Terrell Everett

Personal information
- Born: July 30, 1984 (age 42) Charleston, South Carolina, U.S.
- Listed height: 6 ft 4 in (1.93 m)
- Listed weight: 182.6 lb (83 kg)

Career information
- High school: West Ashley (Charleston, South Carolina)
- College: SW Missouri St.-WP (2002–2004) Oklahoma (2004–2006)
- NBA draft: 2006: undrafted
- Playing career: 2006–2019
- Position: Point guard

Career history
- 2006–2007: Élan Chalon
- 2007: ČEZ Nymburk
- 2007–2008: JDA Dijon
- 2008: Tulsa 66ers
- 2008–2009: Bakersfield Jam
- 2009: Hyères-Toulon
- 2009–2010: Élan Chalon
- 2010: Iraklis Thessaloniki
- 2011: Cibona
- 2011–2012: Eisbären Bremerhaven
- 2012–2013: Cholet Basket
- 2013: Eisbären Bremerhaven
- 2013–2014: BC Odesa
- 2014–2015: Steaua București
- 2015: Artland Dragons
- 2015–2016: BG Göttingen
- 2017: Lugano Tigers
- 2018–2019: Golden Eagle Ylli

Career highlights
- French All-Star (2007);

= Terrell Everett =

American basketball player (born 1984)

Clayton Terrell Everett (born June 30, 1984) is an American professional basketball player who last played for Lugano Tigers of the Championnat LNA. He played college basketball for Missouri State-West Plains and Oklahoma.

==Collegiate career==

Terrell Everett came to Oklahoma in 2004–05 after a junior college career at Southwest Missouri State-West Plains, where he was a second-team NJCAA All-American. Everett was the starting point guard for the Sooners for both of his varsity seasons, leading the Sooners to the NCAA tournament both years. As a senior in 2005–06, Everett finished third in the Nation in assists with 6.9 per game.

==Professional career==

Everett went undrafted in the 2006 NBA draft. He played his first professional season with the French team Élan Chalon. In July 2007, he signed a one-year deal with ČEZ Nymburk. In October 2007, he returned to France and signed with JDA Dijon for the remainder of the season. During the 2008–09 season he played in the NBA D-League with the Tulsa 66ers and Bakersfield Jam.
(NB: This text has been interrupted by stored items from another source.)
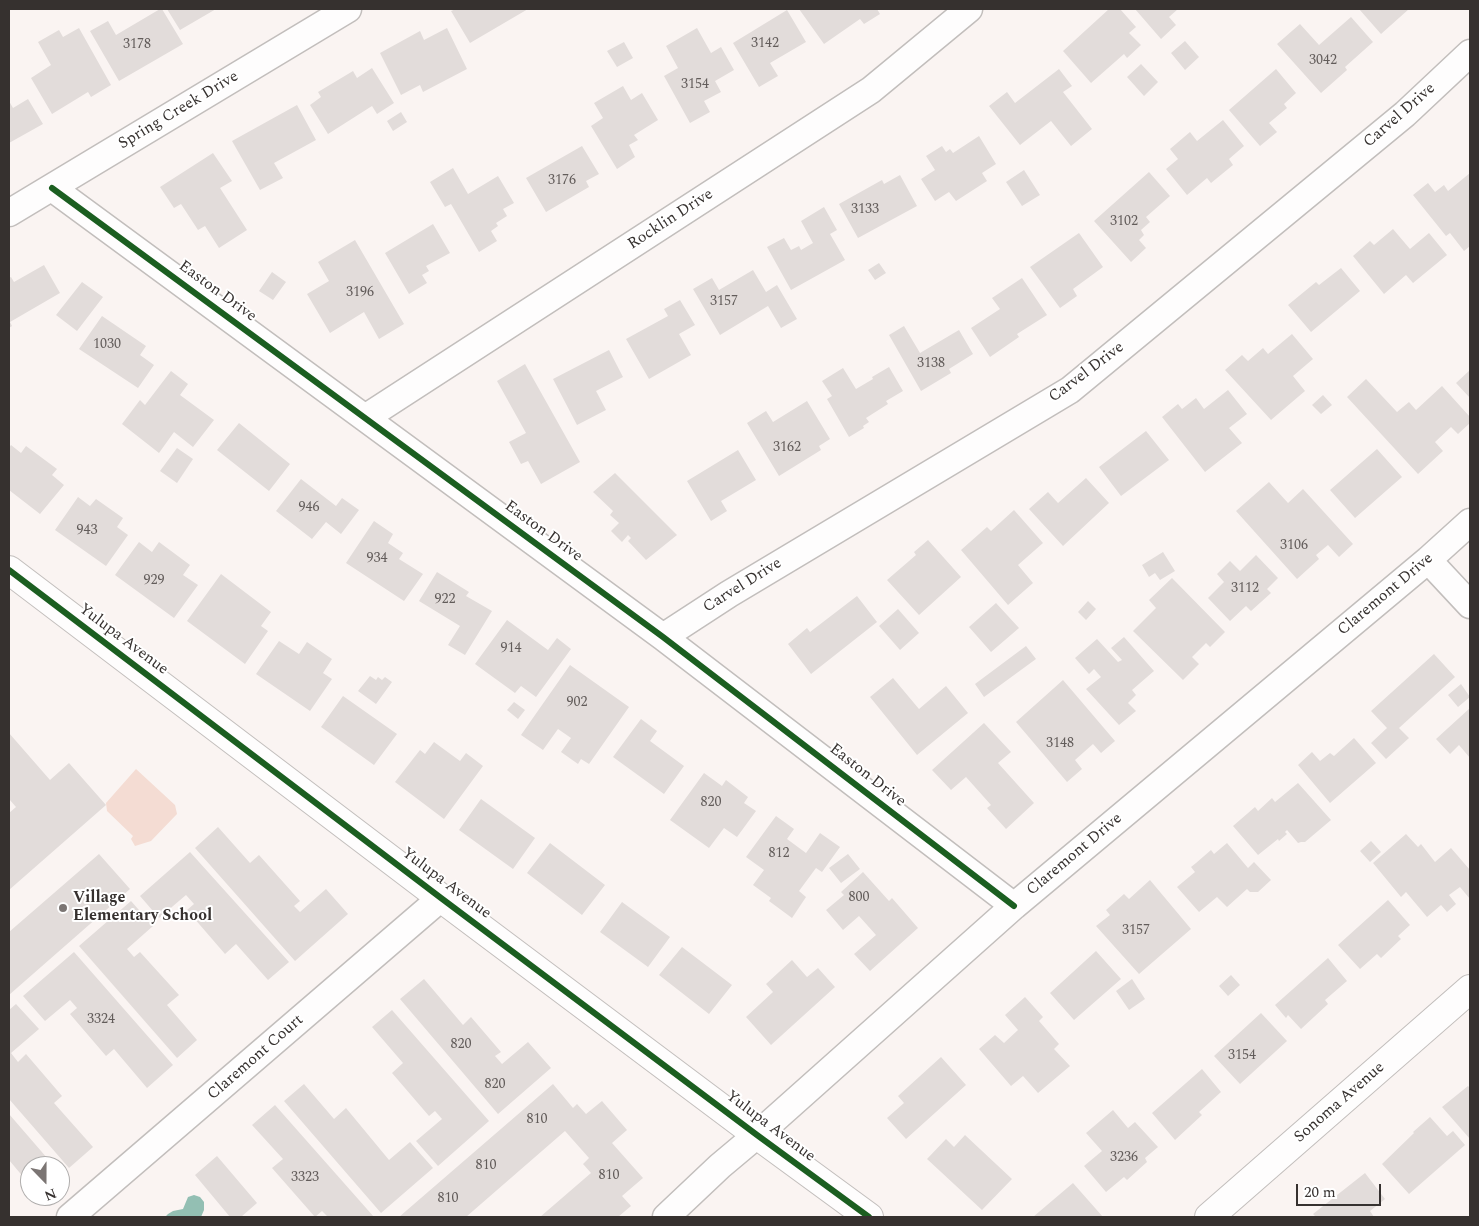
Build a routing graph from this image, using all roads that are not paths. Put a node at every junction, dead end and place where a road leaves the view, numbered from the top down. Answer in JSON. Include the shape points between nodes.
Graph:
{"nodes":[{"id":1,"x":348,"y":9,"type":"edge"},
{"id":2,"x":969,"y":9,"type":"edge"},
{"id":3,"x":1470,"y":53,"type":"edge"},
{"id":4,"x":52,"y":188,"type":"junction"},
{"id":5,"x":9,"y":212,"type":"edge"},
{"id":6,"x":365,"y":418,"type":"junction"},
{"id":7,"x":1470,"y":522,"type":"edge"},
{"id":8,"x":1428,"y":560,"type":"junction"},
{"id":9,"x":9,"y":570,"type":"edge"},
{"id":10,"x":1470,"y":605,"type":"edge"},
{"id":11,"x":663,"y":637,"type":"junction"},
{"id":12,"x":441,"y":898,"type":"junction"},
{"id":13,"x":1014,"y":906,"type":"junction"},
{"id":14,"x":1470,"y":989,"type":"edge"},
{"id":15,"x":757,"y":1135,"type":"junction"},
{"id":16,"x":70,"y":1217,"type":"edge"},
{"id":17,"x":666,"y":1217,"type":"edge"},
{"id":18,"x":869,"y":1217,"type":"edge"},
{"id":19,"x":1209,"y":1217,"type":"edge"}],
"edges":[{"from":1,"to":4,"type":"street","name":"Spring Creek Drive"},
{"from":2,"to":6,"type":"street","name":"Rocklin Drive","via":[[872,90]]},
{"from":3,"to":11,"type":"street","name":"Carvel Drive","via":[[1405,114],[1070,390],[729,594]]},
{"from":4,"to":5,"type":"street","name":"Spring Creek Drive"},
{"from":4,"to":6,"type":"street","name":"Easton Drive"},
{"from":6,"to":11,"type":"street","name":"Easton Drive"},
{"from":7,"to":8,"type":"street","name":"Claremont Drive"},
{"from":8,"to":10,"type":"street"},
{"from":8,"to":13,"type":"street","name":"Claremont Drive"},
{"from":9,"to":12,"type":"street","name":"Yulupa Avenue"},
{"from":11,"to":13,"type":"street","name":"Easton Drive"},
{"from":12,"to":15,"type":"street","name":"Yulupa Avenue"},
{"from":12,"to":16,"type":"street","name":"Claremont Court"},
{"from":13,"to":15,"type":"street","name":"Claremont Drive"},
{"from":14,"to":19,"type":"street","name":"Sonoma Avenue"},
{"from":15,"to":17,"type":"street","name":"Claremont Drive"},
{"from":15,"to":18,"type":"street","name":"Yulupa Avenue"}]}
In November 2009, he signed a two-month deal with Hyères-Toulon. On December 28, 2009, he signed with his former team Élan Chalon for the rest of the season.

In the summer of 2010, he signed with Iraklis Thessaloniki of Greece. In January 2011 he moved to Croatia and signed with Cibona Zagreb. He left Cibona after only 3 games. On March 1, 2011, he signed with Eisbären Bremerhaven until the end of the season. In July 2011, he extend his contract with Bremerhaven for one more season.

In September 2012, he returned to France and signed with Cholet Basket. In January 2013, he left Cholet. In February 2013, he returned to Eisbären Bremerhaven, signing for the remainder of the season.

In July 2013, Everett signed a one-year deal with BC Odesa of Ukraine. In March 2014, he parted ways with Odesa.

In September 2014, he signed with Steaua București of Romania. On February 26, 2015, he parted ways with Steaua. On March 9, 2015, he signed with Artland Dragons of Germany for the rest of the season.

On October 29, 2015, he signed with BG Göttingen of Germany for the 2015–16 season.

On January 3, 2016, he signed with Swiss club Lugano Tigers for the rest of the 2016–17 season.